***** Data for this task

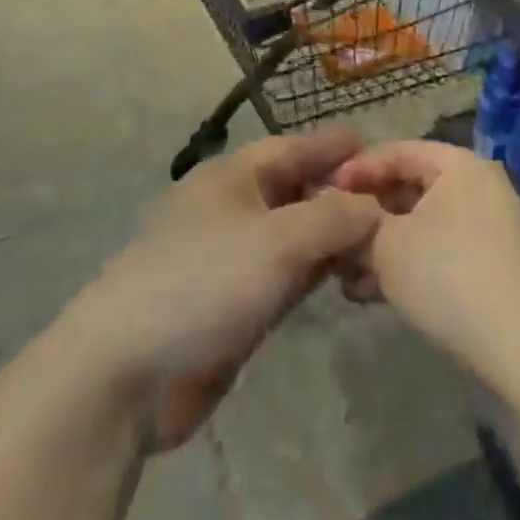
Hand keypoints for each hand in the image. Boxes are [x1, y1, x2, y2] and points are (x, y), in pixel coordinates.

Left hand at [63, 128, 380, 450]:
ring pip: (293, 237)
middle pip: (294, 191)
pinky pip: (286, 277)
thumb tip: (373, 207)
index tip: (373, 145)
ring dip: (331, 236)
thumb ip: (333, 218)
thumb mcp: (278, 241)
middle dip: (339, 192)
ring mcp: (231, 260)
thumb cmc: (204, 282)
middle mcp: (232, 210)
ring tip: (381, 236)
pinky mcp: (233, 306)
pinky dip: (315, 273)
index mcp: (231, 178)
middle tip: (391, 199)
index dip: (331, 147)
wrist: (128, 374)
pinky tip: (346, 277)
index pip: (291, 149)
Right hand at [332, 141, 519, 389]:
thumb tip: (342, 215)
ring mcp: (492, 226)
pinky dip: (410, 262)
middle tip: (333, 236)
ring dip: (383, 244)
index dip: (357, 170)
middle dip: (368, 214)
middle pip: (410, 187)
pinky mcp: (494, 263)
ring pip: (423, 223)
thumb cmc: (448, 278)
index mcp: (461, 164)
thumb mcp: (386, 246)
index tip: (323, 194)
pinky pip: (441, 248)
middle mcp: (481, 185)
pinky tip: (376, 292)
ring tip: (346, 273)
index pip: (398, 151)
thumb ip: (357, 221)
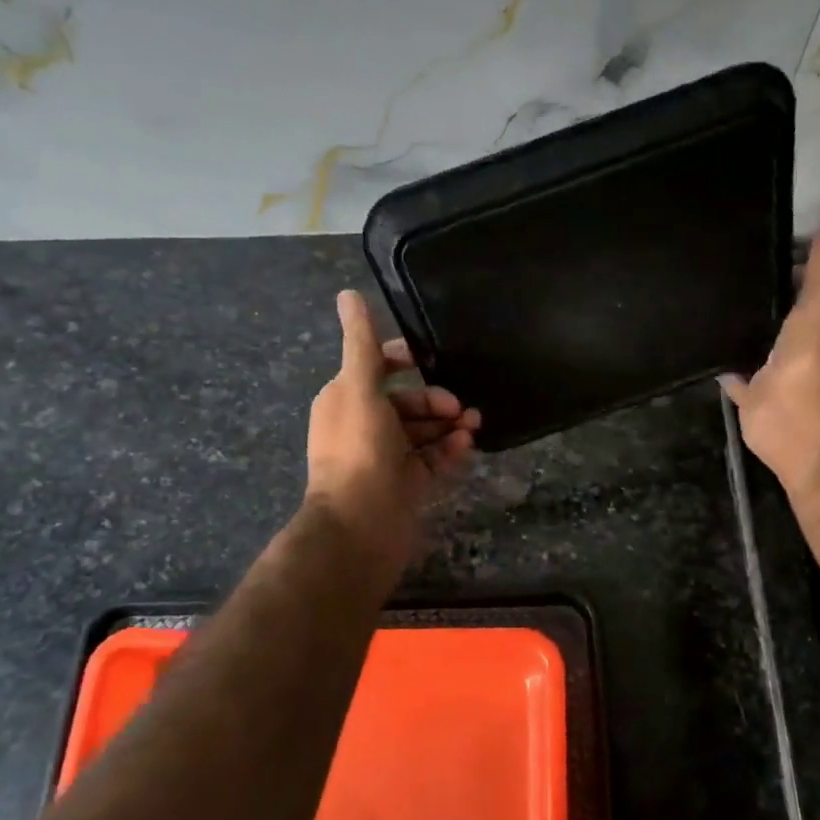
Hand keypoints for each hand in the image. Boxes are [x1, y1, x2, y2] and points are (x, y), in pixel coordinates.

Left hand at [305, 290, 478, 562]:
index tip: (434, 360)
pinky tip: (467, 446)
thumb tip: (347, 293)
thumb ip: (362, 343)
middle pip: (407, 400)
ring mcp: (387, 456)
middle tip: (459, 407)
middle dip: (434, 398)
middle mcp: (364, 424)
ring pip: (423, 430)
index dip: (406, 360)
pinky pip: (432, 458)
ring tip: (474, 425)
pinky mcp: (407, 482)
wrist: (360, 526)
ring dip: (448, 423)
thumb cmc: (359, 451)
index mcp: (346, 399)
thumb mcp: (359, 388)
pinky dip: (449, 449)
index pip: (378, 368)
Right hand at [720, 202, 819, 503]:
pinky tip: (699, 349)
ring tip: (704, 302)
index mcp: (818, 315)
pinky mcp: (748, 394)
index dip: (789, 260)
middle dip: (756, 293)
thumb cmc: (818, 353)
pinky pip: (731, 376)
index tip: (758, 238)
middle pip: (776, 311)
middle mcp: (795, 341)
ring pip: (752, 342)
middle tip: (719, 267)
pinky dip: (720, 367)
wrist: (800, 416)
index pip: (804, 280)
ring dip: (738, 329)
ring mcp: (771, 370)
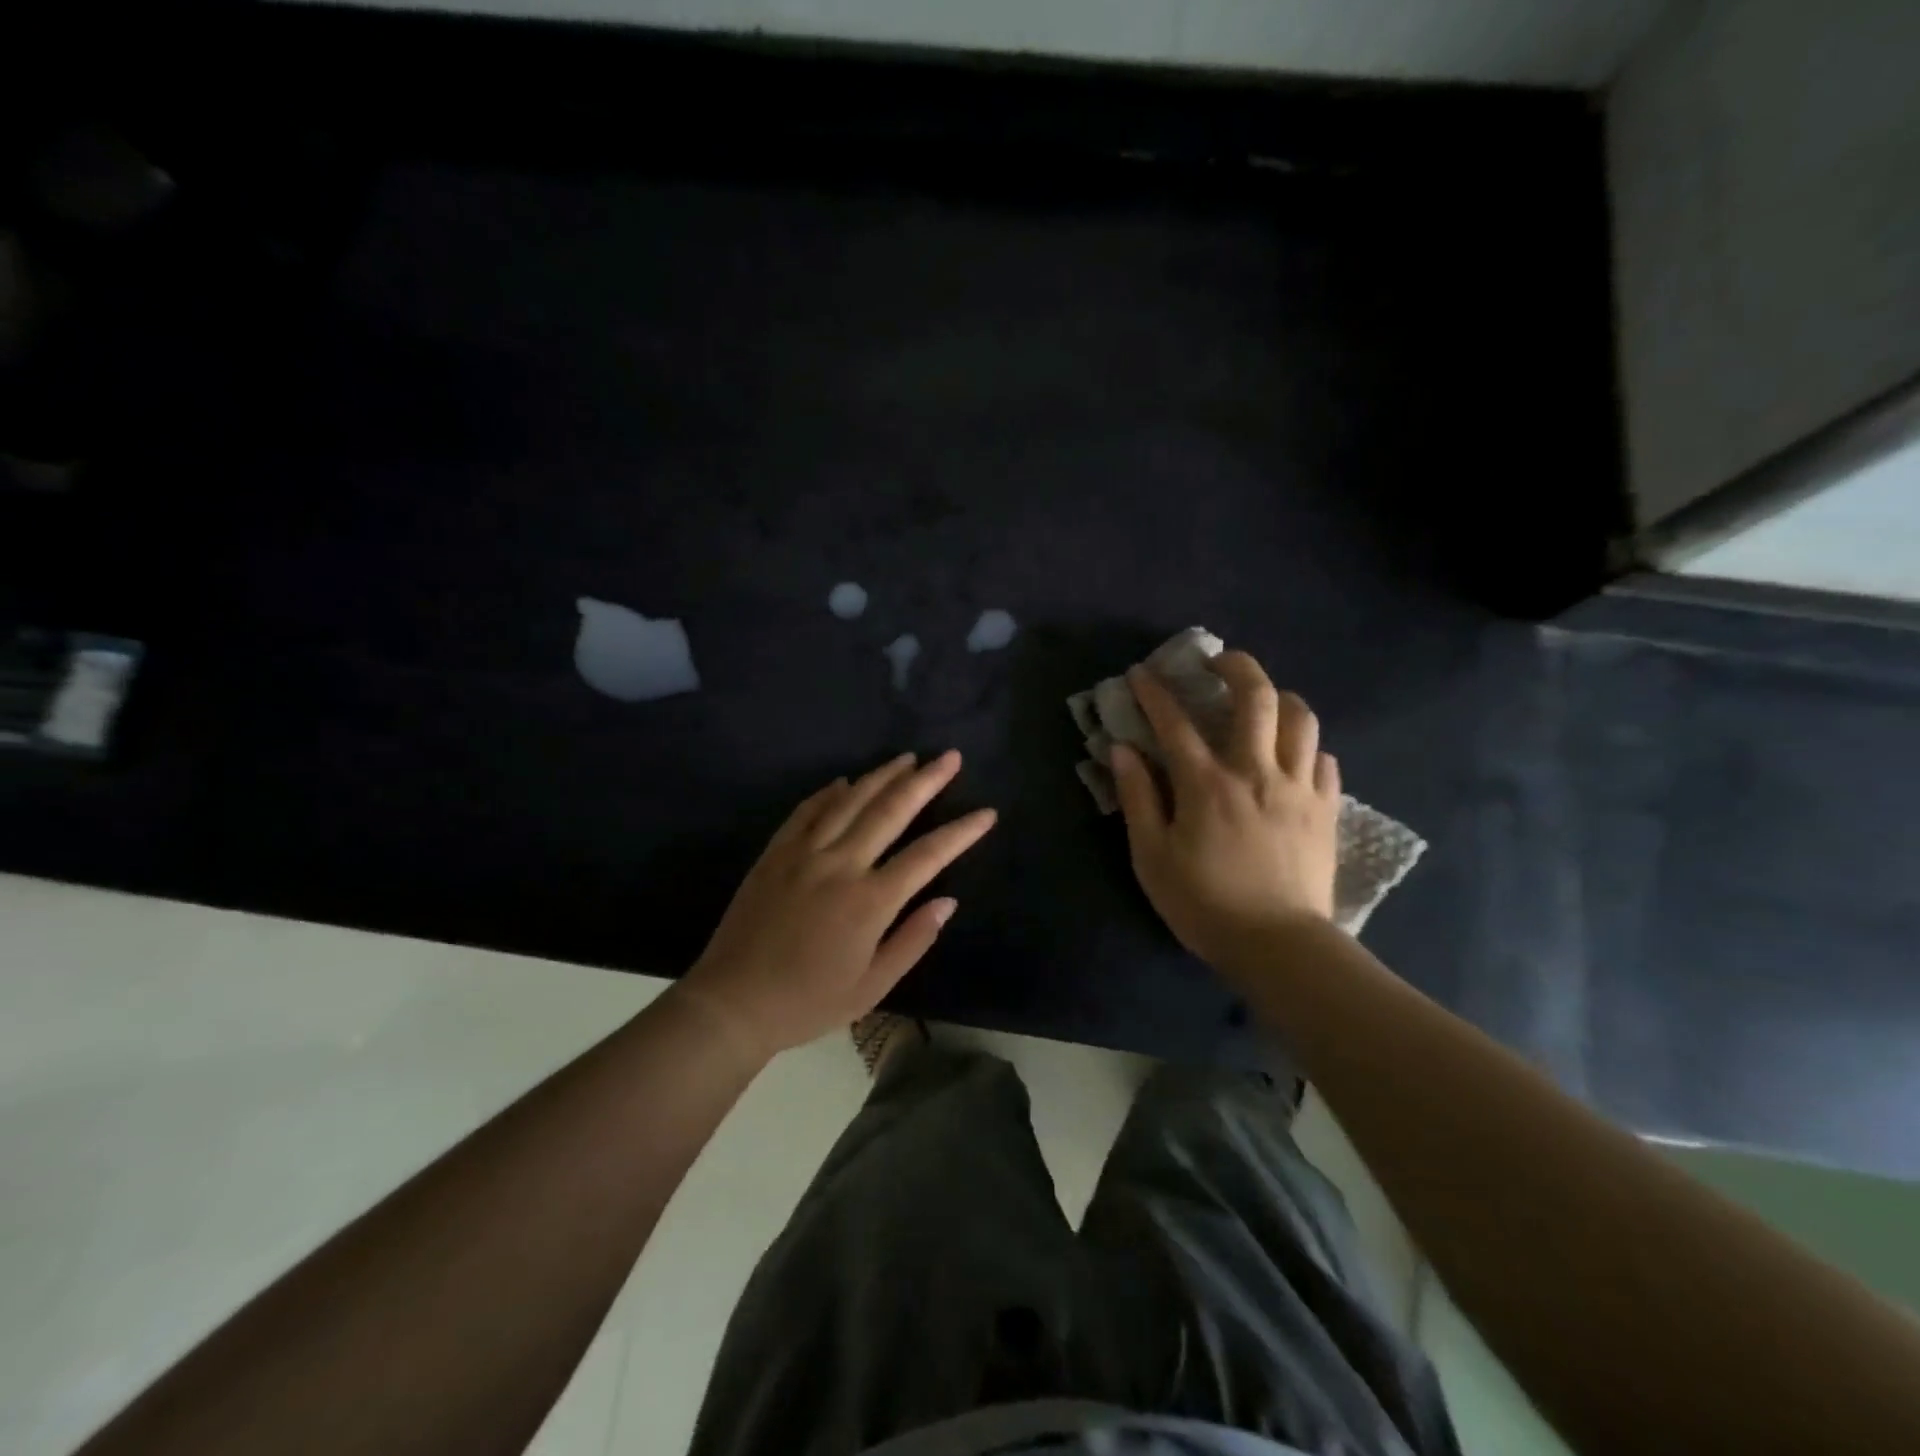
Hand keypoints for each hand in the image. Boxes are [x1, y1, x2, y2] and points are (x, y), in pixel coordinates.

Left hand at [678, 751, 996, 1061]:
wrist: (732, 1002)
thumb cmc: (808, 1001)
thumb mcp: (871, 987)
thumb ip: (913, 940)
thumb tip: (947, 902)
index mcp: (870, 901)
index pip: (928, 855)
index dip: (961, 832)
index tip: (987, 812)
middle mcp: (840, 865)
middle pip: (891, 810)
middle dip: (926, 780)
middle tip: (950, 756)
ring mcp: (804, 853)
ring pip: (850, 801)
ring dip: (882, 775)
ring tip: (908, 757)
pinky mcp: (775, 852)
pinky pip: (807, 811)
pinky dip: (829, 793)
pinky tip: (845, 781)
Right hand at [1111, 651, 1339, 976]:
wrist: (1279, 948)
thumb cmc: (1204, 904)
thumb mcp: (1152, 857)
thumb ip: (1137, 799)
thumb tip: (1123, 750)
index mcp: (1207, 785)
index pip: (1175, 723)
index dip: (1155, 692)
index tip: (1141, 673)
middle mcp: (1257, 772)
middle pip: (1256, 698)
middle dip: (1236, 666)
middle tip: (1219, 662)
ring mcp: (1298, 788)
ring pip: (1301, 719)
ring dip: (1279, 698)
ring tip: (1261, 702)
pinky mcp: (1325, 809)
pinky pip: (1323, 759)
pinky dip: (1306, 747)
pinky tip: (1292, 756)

**********

(Directions for this task)
Look above for the line with "thumb mcp: (1152, 857)"; retype exactly that line, every line after it up to the line with "ring mcp: (1298, 788)", and that line too, nothing else.

(Result below)
thumb mcp: (1152, 857)
thumb ip: (1137, 799)
thumb tip: (1123, 750)
index mcp: (1207, 785)
index pip: (1175, 723)
index dip: (1155, 692)
index tip: (1141, 673)
middle mcp: (1257, 772)
middle pip: (1256, 698)
middle dip: (1236, 666)
middle tip: (1219, 662)
ring mcp: (1298, 788)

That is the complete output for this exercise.